Da gibts nur Gruppen wie z.B. die Hizb ut Tahrir, die eine Rückkehr zum Kalifat anstreben, allerdings eine ziemlich kleine Randgruppe, auch unter Islamisten sind. Aber selbst deren Vorstellung entspricht nicht der eines Gottesstaates, sondern lediglich der Wiedereinführung des Kalifats unter Herrschaft eines rechtgeleiteten Kalifen, der aus der Verwandtschaftslinie Mohammeds entstammt. Aber unter Muslimen ist selbst dieses Konzept bereits seit Entstehung des Islams umstritten, daher die Spaltung von Sunniten und Schiiten.
Und auch das kommt keinem Gottesstaat gleich, denn die Herrschaft der Kalifen war zumeist realpolitisch säkularisiert, bzw. pragmatsich.
Gottesstaat ist da ein klischeebeladener Begriff aus europäischer Sicht der ein wenig die stereotypische Sicht auf die gesamte Region dort unten widerspiegelt, ohne wirklich ins Detail zu gehen.
Die Osmanen-Sultane verfuhren also in ihrer Gesetzgebertätigkeit wie säkulare Herrscher, auch wenn die religiöse Theorie das nicht wahrhaben wollte.

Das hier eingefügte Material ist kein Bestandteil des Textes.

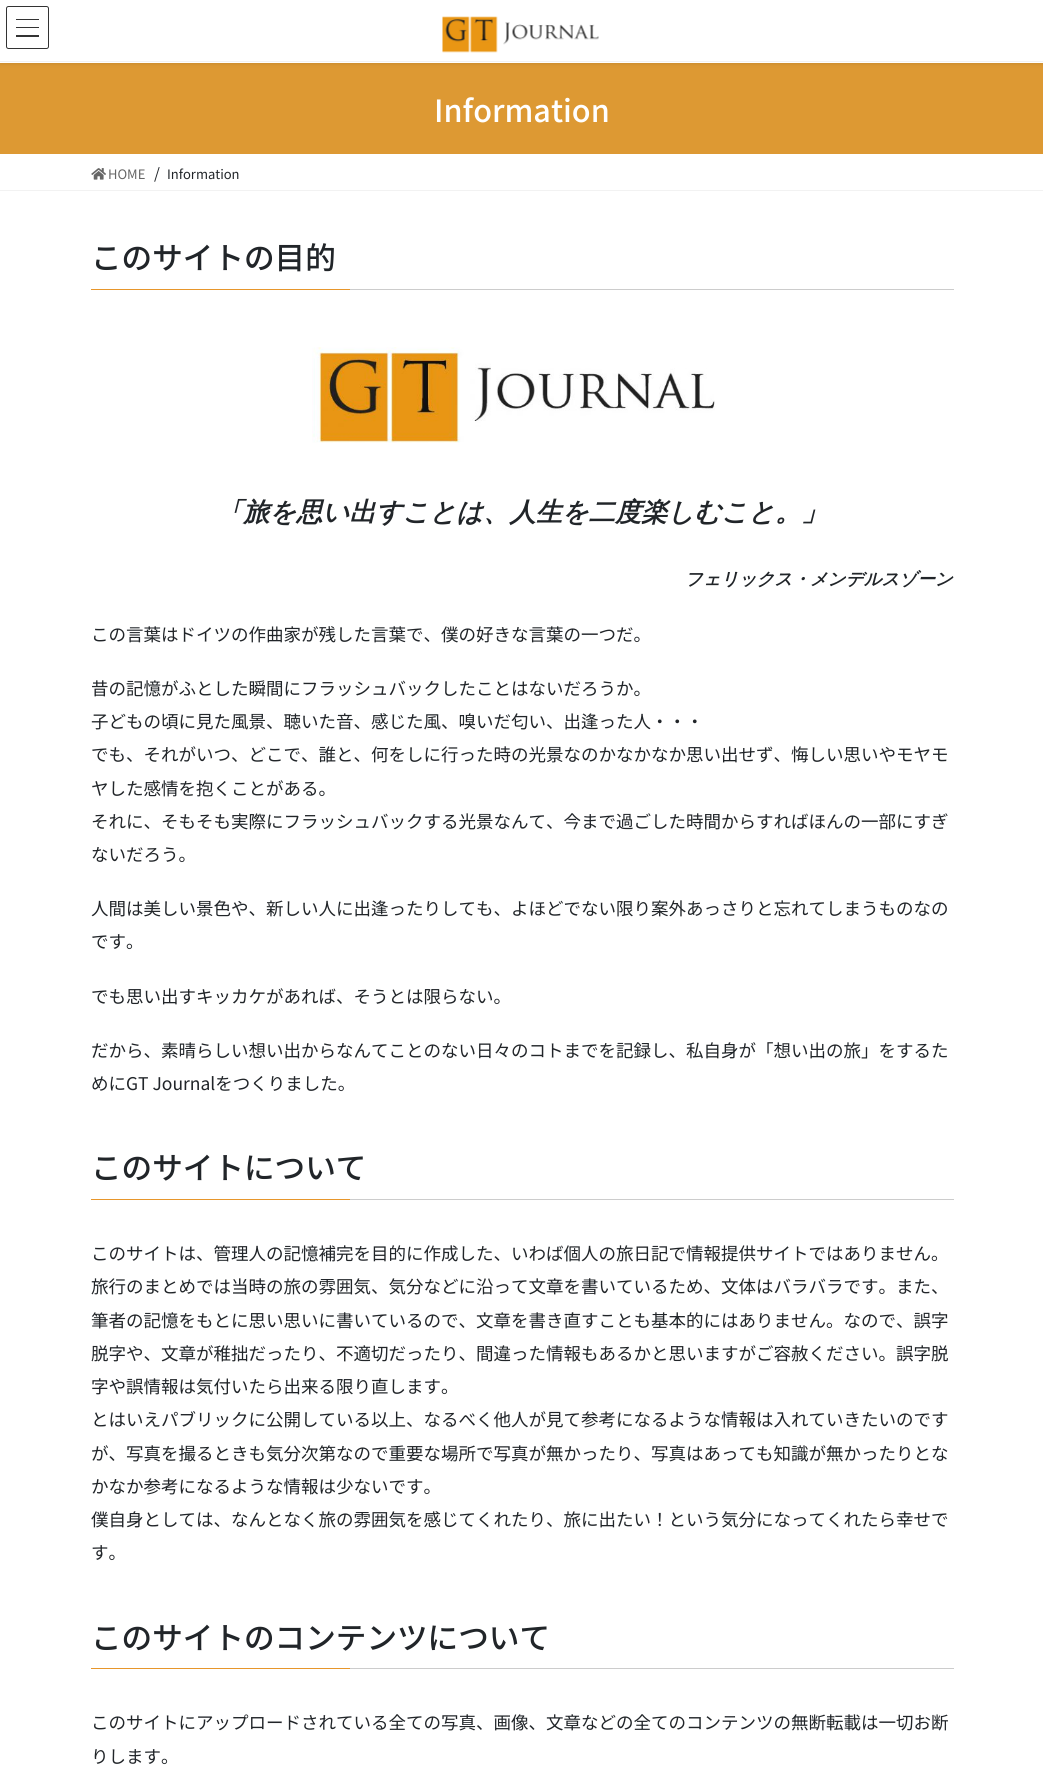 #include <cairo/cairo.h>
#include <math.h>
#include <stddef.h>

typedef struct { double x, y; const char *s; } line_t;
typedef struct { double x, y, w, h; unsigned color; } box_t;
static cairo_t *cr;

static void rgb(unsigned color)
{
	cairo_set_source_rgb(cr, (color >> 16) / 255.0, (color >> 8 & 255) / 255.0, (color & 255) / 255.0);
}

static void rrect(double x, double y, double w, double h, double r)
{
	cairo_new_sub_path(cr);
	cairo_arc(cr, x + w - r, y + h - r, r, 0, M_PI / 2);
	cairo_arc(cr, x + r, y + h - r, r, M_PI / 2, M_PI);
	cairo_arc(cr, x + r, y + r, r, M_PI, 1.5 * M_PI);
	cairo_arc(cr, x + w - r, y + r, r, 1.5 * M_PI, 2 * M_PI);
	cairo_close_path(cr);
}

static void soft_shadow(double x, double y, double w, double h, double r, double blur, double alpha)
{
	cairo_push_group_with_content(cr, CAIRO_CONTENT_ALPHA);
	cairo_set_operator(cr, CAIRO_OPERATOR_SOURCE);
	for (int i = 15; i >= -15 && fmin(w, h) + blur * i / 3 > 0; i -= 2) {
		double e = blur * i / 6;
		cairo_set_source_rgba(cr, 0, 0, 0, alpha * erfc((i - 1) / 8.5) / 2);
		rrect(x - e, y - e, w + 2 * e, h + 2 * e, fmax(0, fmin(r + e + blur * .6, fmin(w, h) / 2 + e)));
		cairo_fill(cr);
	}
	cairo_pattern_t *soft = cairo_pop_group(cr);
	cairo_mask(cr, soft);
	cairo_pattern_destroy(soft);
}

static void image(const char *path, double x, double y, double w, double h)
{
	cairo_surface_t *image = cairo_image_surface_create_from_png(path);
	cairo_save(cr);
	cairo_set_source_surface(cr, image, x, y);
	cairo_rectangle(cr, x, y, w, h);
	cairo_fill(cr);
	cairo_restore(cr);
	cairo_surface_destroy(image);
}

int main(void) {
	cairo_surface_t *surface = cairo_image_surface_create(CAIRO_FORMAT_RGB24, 1043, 1783);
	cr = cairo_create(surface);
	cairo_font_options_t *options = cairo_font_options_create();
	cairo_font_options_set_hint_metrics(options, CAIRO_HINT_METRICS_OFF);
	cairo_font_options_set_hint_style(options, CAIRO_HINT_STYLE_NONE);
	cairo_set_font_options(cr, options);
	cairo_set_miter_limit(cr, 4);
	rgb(0xffffff);
	cairo_paint(cr);
	rgb(0xdd9933);
	cairo_rectangle(cr, 0, 63, 1043, 91);
	cairo_fill(cr);
	rgb(0x000000);
	soft_shadow(0, 1, 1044, 63, 0, 2, 0.1);
	rgb(0xffffff);
	cairo_rectangle(cr, 0, 0, 1043, 63);
	cairo_fill(cr);
	rgb(0xf2f2f2);
	cairo_rectangle(cr, 0, 61, 1043, 1);
	cairo_fill(cr);
	image("img/1.png", 442, 16, 157, 37);
	{
		static const box_t items[] = {
			{16, 19, 23, 1, 0x333333},
			{16, 27, 23, 1, 0x333333},
			{16, 35, 23, 2, 0x333333},
		};
		for (size_t i = 0; i < sizeof items / sizeof *items; i++) {
			rgb(items[i].color);
			cairo_rectangle(cr, items[i].x, items[i].y, items[i].w, items[i].h);
			cairo_fill(cr);
		}
	}
	rrect(6.5, 6.5, 42, 42, 2);
	cairo_set_line_width(cr, 1);
	cairo_stroke(cr);
	rgb(0xf2f2f2);
	cairo_rectangle(cr, 0, 190, 1043, 1);
	cairo_fill(cr);
	image("img/2.png", 91, 168, 15, 12);
	rgb(0xcccccc);
	cairo_rectangle(cr, 350, 289, 604, 1);
	cairo_fill(cr);
	rgb(0xe7962b);
	cairo_rectangle(cr, 91, 289, 259, 1);
	cairo_fill(cr);
	image("img/3.png", 312, 347, 403, 96);
	{
		static const box_t items[] = {
			{350, 1199, 604, 1, 0xcccccc},
			{91, 1199, 259, 1, 0xe7962b},
			{350, 1668, 604, 1, 0xcccccc},
			{91, 1668, 259, 1, 0xe7962b},
		};
		for (size_t i = 0; i < sizeof items / sizeof *items; i++) {
			rgb(items[i].color);
			cairo_rectangle(cr, items[i].x, items[i].y, items[i].w, items[i].h);
			cairo_fill(cr);
		}
	}
	cairo_select_font_face(cr, "Noto Sans JP Medium", CAIRO_FONT_SLANT_NORMAL, CAIRO_FONT_WEIGHT_NORMAL);
	cairo_set_font_size(cr, 30.6);
	rgb(0xffffff);
	cairo_move_to(cr, 434, 122);
	cairo_show_text(cr, "Information");
	cairo_select_font_face(cr, "Noto Sans JP", CAIRO_FONT_SLANT_NORMAL, CAIRO_FONT_WEIGHT_NORMAL);
	cairo_set_font_size(cr, 13);
	rgb(0x666666);
	cairo_move_to(cr, 108, 179);
	cairo_show_text(cr, "HOME");
	cairo_set_font_size(cr, 15);
	rgb(0x212529);
	cairo_move_to(cr, 154, 179);
	cairo_show_text(cr, "/");
	cairo_set_font_size(cr, 13);
	cairo_move_to(cr, 167, 179);
	cairo_show_text(cr, "Information");
	cairo_select_font_face(cr, "Noto Sans JP Medium", CAIRO_FONT_SLANT_NORMAL, CAIRO_FONT_WEIGHT_NORMAL);
	cairo_set_font_size(cr, 30.6);
	cairo_move_to(cr, 91, 269);
	cairo_show_text(cr, "このサイトの目的");
	cairo_select_font_face(cr, "WenQuanYi Zen Hei", CAIRO_FONT_SLANT_ITALIC, CAIRO_FONT_WEIGHT_BOLD);
	cairo_set_font_size(cr, 26.25);
	cairo_move_to(cr, 217, 521);
	cairo_show_text(cr, "「旅を思い出すことは、人生を二度楽しむこと。」");
	cairo_set_font_size(cr, 17.5);
	cairo_move_to(cr, 685, 585);
	cairo_show_text(cr, "フェリックス・メンデルスゾーン");
	cairo_select_font_face(cr, "Noto Sans JP", CAIRO_FONT_SLANT_NORMAL, CAIRO_FONT_WEIGHT_NORMAL);
	{
		static const line_t items[] = {
			{91, 641, "この言葉はドイツの作曲家が残した言葉で、僕の好きな言葉の一つだ。"},
			{91, 695, "昔の記憶がふとした瞬間にフラッシュバックしたことはないだろうか。"},
			{91, 728, "子どもの頃に見た風景、聴いた音、感じた風、嗅いだ匂い、出逢った人・・・"},
			{91, 761, "でも、それがいつ、どこで、誰と、何をしに行った時の光景なのかなかなか思い出せず、悔しい思いやモヤモ"},
			{91, 795, "ヤした感情を抱くことがある。"},
			{91, 828, "それに、そもそも実際にフラッシュバックする光景なんて、今まで過ごした時間からすればほんの一部にすぎ"},
			{91, 861, "ないだろう。"},
			{91, 915, "人間は美しい景色や、新しい人に出逢ったりしても、よほどでない限り案外あっさりと忘れてしまうものなの"},
			{91, 948, "です。"},
			{91, 1003, "でも思い出すキッカケがあれば、そうとは限らない。"},
			{91, 1057, "だから、素晴らしい想い出からなんてことのない日々のコトまでを記録し、私自身が「想い出の旅」をするた"},
			{91, 1090, "めにGT Journalをつくりました。"},
		};
		for (size_t i = 0; i < sizeof items / sizeof *items; i++) {
			cairo_move_to(cr, items[i].x, items[i].y);
			cairo_show_text(cr, items[i].s);
		}
	}
	cairo_select_font_face(cr, "Noto Sans JP Medium", CAIRO_FONT_SLANT_NORMAL, CAIRO_FONT_WEIGHT_NORMAL);
	cairo_set_font_size(cr, 30.6);
	cairo_move_to(cr, 91, 1179);
	cairo_show_text(cr, "このサイトについて");
	cairo_select_font_face(cr, "Noto Sans JP", CAIRO_FONT_SLANT_NORMAL, CAIRO_FONT_WEIGHT_NORMAL);
	cairo_set_font_size(cr, 17.5);
	{
		static const line_t items[] = {
			{91, 1260, "このサイトは、管理人の記憶補完を目的に作成した、いわば個人の旅日記で情報提供サイトではありません。"},
			{91, 1293, "旅行のまとめでは当時の旅の雰囲気、気分などに沿って文章を書いているため、文体はバラバラです。また、"},
			{91, 1327, "筆者の記憶をもとに思い思いに書いているので、文章を書き直すことも基本的にはありません。なので、誤字"},
			{91, 1360, "脱字や、文章が稚拙だったり、不適切だったり、間違った情報もあるかと思いますがご容赦ください。誤字脱"},
			{91, 1393, "字や誤情報は気付いたら出来る限り直します。"},
			{91, 1426, "とはいえパブリックに公開している以上、なるべく他人が見て参考になるような情報は入れていきたいのです"},
			{91, 1460, "が、写真を撮るときも気分次第なので重要な場所で写真が無かったり、写真はあっても知識が無かったりとな"},
			{91, 1493, "かなか参考になるような情報は少ないです。"},
			{91, 1526, "僕自身としては、なんとなく旅の雰囲気を感じてくれたり、旅に出たい！という気分になってくれたら幸せで"},
			{91, 1559, "す。"},
		};
		for (size_t i = 0; i < sizeof items / sizeof *items; i++) {
			cairo_move_to(cr, items[i].x, items[i].y);
			cairo_show_text(cr, items[i].s);
		}
	}
	cairo_select_font_face(cr, "Noto Sans JP Medium", CAIRO_FONT_SLANT_NORMAL, CAIRO_FONT_WEIGHT_NORMAL);
	cairo_set_font_size(cr, 30.6);
	cairo_move_to(cr, 91, 1649);
	cairo_show_text(cr, "このサイトのコンテンツについて");
	cairo_select_font_face(cr, "Noto Sans JP", CAIRO_FONT_SLANT_NORMAL, CAIRO_FONT_WEIGHT_NORMAL);
	cairo_set_font_size(cr, 17.5);
	cairo_move_to(cr, 91, 1729);
	cairo_show_text(cr, "このサイトにアップロードされている全ての写真、画像、文章などの全てのコンテンツの無断転載は一切お断");
	cairo_move_to(cr, 91, 1763);
	cairo_show_text(cr, "りします。");
	cairo_surface_write_to_png(surface, "page.png");
	cairo_font_options_destroy(options);
	cairo_destroy(cr);
	cairo_surface_destroy(surface);
	return 0;
} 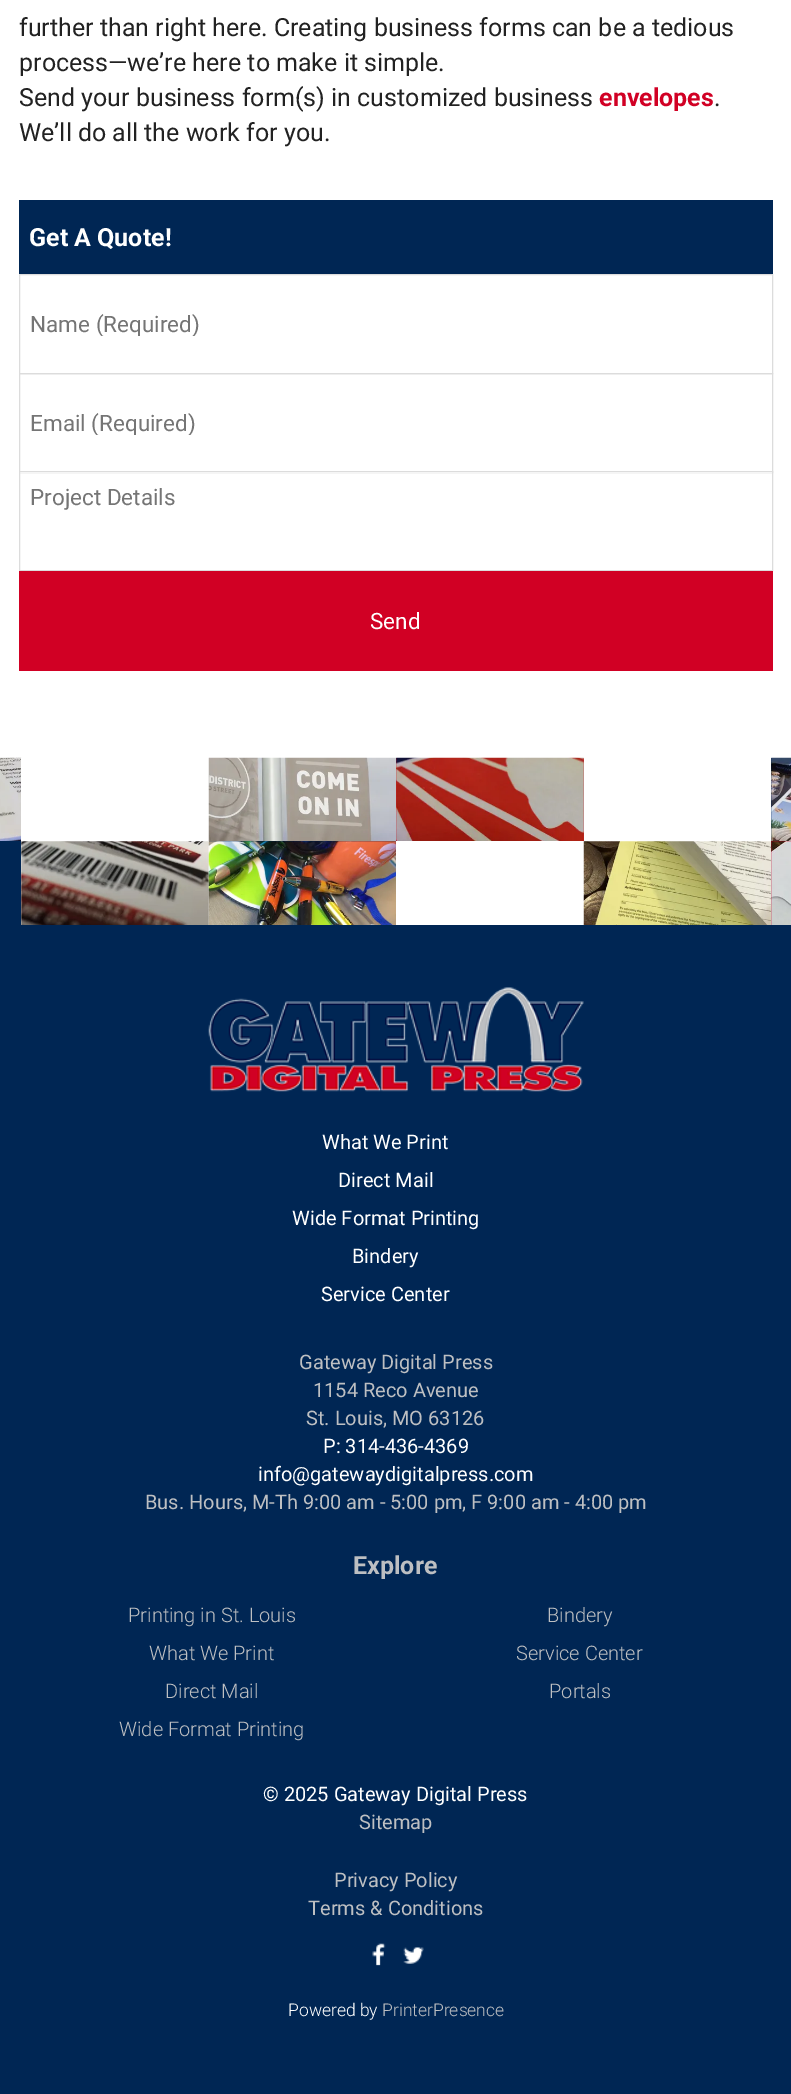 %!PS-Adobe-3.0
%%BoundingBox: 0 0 791 2094
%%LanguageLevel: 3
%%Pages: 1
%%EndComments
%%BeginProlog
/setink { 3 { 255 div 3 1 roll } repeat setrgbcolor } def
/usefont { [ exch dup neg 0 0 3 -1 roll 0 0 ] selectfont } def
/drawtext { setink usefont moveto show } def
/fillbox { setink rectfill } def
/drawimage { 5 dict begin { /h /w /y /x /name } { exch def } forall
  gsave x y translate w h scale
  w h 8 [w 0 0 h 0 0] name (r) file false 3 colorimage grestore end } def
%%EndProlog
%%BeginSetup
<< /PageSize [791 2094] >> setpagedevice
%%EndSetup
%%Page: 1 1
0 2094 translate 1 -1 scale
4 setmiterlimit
0 0 791 2094 255 255 255 fillbox
(further than right here. Creating business forms can be a tedious) 19 36 /Roboto-Regular 25 34 34 34 drawtext
(process—we’re here to make it simple.) 19 71 /Roboto-Regular 25 34 34 34 drawtext
(Send your business form\(s\) in customized business) 19 106 /Roboto-Regular 25 34 34 34 drawtext
(envelopes) 599 106 /Roboto-Bold 25 209 0 36 drawtext
(.) 714 106 /Roboto-Regular 25 34 34 34 drawtext
(We’ll do all the work for you.) 19 141 /Roboto-Regular 25 34 34 34 drawtext
19 200 754 74 0 38 84 fillbox
(Get A Quote!) 29 246 /Roboto-Bold 25 255 255 255 drawtext
220 220 220 setink
19.5 274.5 753 99 rectstroke
gsave
30 310 731 26 rectclip
(Name \(Required\)) 30 332 /Roboto-Regular 22.5 117 117 117 drawtext
grestore
19.5 373.5 753 99 rectstroke
gsave
30 409 731 26 rectclip
(Email \(Required\)) 30 431 /Roboto-Regular 22.5 117 117 117 drawtext
grestore
20 472 752 1 255 255 255 fillbox
220 220 220 setink
19.5 471.5 753 99 rectstroke
(Project Details) 30 505 /Roboto-Regular 22.5 117 117 117 drawtext
19 571 754 100 209 0 36 fillbox
(Send) 370 629 /Roboto-Regular 22.5 255 255 255 drawtext
(assets/img1.rgb) 0 757 22 84 drawimage
(assets/img2.rgb) 208 757 189 85 drawimage
(assets/img3.rgb) 396 757 188 84 drawimage
(assets/img4.rgb) 771 757 20 84 drawimage
21 758 1 83 255 255 255 fillbox
0 841 21 84 0 38 84 fillbox
208 841 1 1 255 255 255 fillbox
(assets/img5.rgb) 21 841 188 84 drawimage
(assets/img6.rgb) 208 841 188 84 drawimage
396 841 1 1 255 255 255 fillbox
(assets/img7.rgb) 583 841 188 84 drawimage
771 841 20 84 209 0 36 fillbox
(assets/img8.rgb) 771 841 20 84 drawimage
0 925 791 1169 0 38 84 fillbox
(assets/img9.rgb) 208 987 376 105 drawimage
(What We Print) 322 1149 /Roboto-Regular 20 255 255 255 drawtext
(Direct Mail) 338 1187 /Roboto-Regular 20 255 255 255 drawtext
(Wide Format Printing) 292 1225 /Roboto-Regular 20 255 255 255 drawtext
(Bindery) 352 1263 /Roboto-Regular 20 255 255 255 drawtext
(Service Center) 321 1301 /Roboto-Regular 20 255 255 255 drawtext
(Gateway Digital Press) 299 1369 /Roboto-Regular 20 189 191 194 drawtext
(1154 Reco Avenue) 313 1397 /Roboto-Regular 20 189 191 194 drawtext
(St. Louis, MO 63126) 306 1425 /Roboto-Regular 20 189 191 194 drawtext
(P: 314-436-4369) 323 1453 /Roboto-Regular 20 255 255 255 drawtext
(info@gatewaydigitalpress.com) 258 1481 /Roboto-Regular 20 255 255 255 drawtext
(Bus. Hours, M-Th 9:00 am - 5:00 pm, F 9:00 am - 4:00 pm) 145 1509 /Roboto-Regular 20 189 191 194 drawtext
(Explore) 353 1574 /Roboto-Bold 25 189 191 194 drawtext
(Printing in St. Louis) 128 1622 /Roboto-Light 20 189 191 194 drawtext
(Bindery) 547 1622 /Roboto-Light 20 189 191 194 drawtext
(What We Print) 149 1660 /Roboto-Light 20 189 191 194 drawtext
(Service Center) 516 1660 /Roboto-Light 20 189 191 194 drawtext
(Direct Mail) 165 1698 /Roboto-Light 20 189 191 194 drawtext
(Portals) 549 1698 /Roboto-Light 20 189 191 194 drawtext
(Wide Format Printing) 119 1736 /Roboto-Light 20 189 191 194 drawtext
(© 2025 Gateway Digital Press) 263 1801 /Roboto-Regular 20 255 255 255 drawtext
(Sitemap) 359 1829 /Roboto-Regular 20 189 191 194 drawtext
(Privacy Policy) 334 1887 /Roboto-Regular 20 189 191 194 drawtext
(Terms & Conditions) 308 1915 /Roboto-Regular 20 189 191 194 drawtext
(assets/img10.rgb) 372 1943 14 23 drawimage
(assets/img11.rgb) 403 1947 21 17 drawimage
(Powered by) 288 2016 /Roboto-Light 17.5 255 255 255 drawtext
(PrinterPresence) 382 2016 /Roboto-Light 17.5 189 191 194 drawtext
showpage
%%EOF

Wir sollten überhaupt vermeiden, die Theorien der islamischen Religionsgelehrten, der ulama, mit der historischen Wirklichkeit zu verwechseln. Die Säkularisierung des Staates hat auch in der Geschichte der islamischen Völker selbst weit zurückreichende Wurzeln, auch wenn die modernen islamistischen Ideologien dies vehement bestreiten. Der 1966 in Kairo hingerichtete Sayyid Qutb, einer der Väter des modernen Islamismus, hat das, wenn auch widerstrebend, dadurch anerkannt, daß er alle politische Herrschaft seit der Machtübernahme der Omaijaden im Jahre 660 für unislamisch, ja für heidnisch erklärte - eine radikale Verwerfung von fast 1400 Jahren einer reichen islamischen Geschichte.
http://www.uni-tuebingen.de/orientsem/damha3.htm
Der Gottesstaat et al ist also mitnichten eine im Islam grundsätzlich verankerte Form der Vorstellung von Herrschaft, sondern eine Idee die aus der Symbiose moderner Ideologien mit revolutionärem Gedankengut entstanden ist.
In Ihrem Buch schreiben Sie, dass ein Fundamentalismus, wie ihn al-Kaida vertritt, mit der islamischen Tradition nichts zu tun habe. Aber in Europa sieht man die fundamentalistische Ideologie nachgerade als Essenz eines traditionsgebundenen Denkens. Wie erklären Sie diesen Widerspruch?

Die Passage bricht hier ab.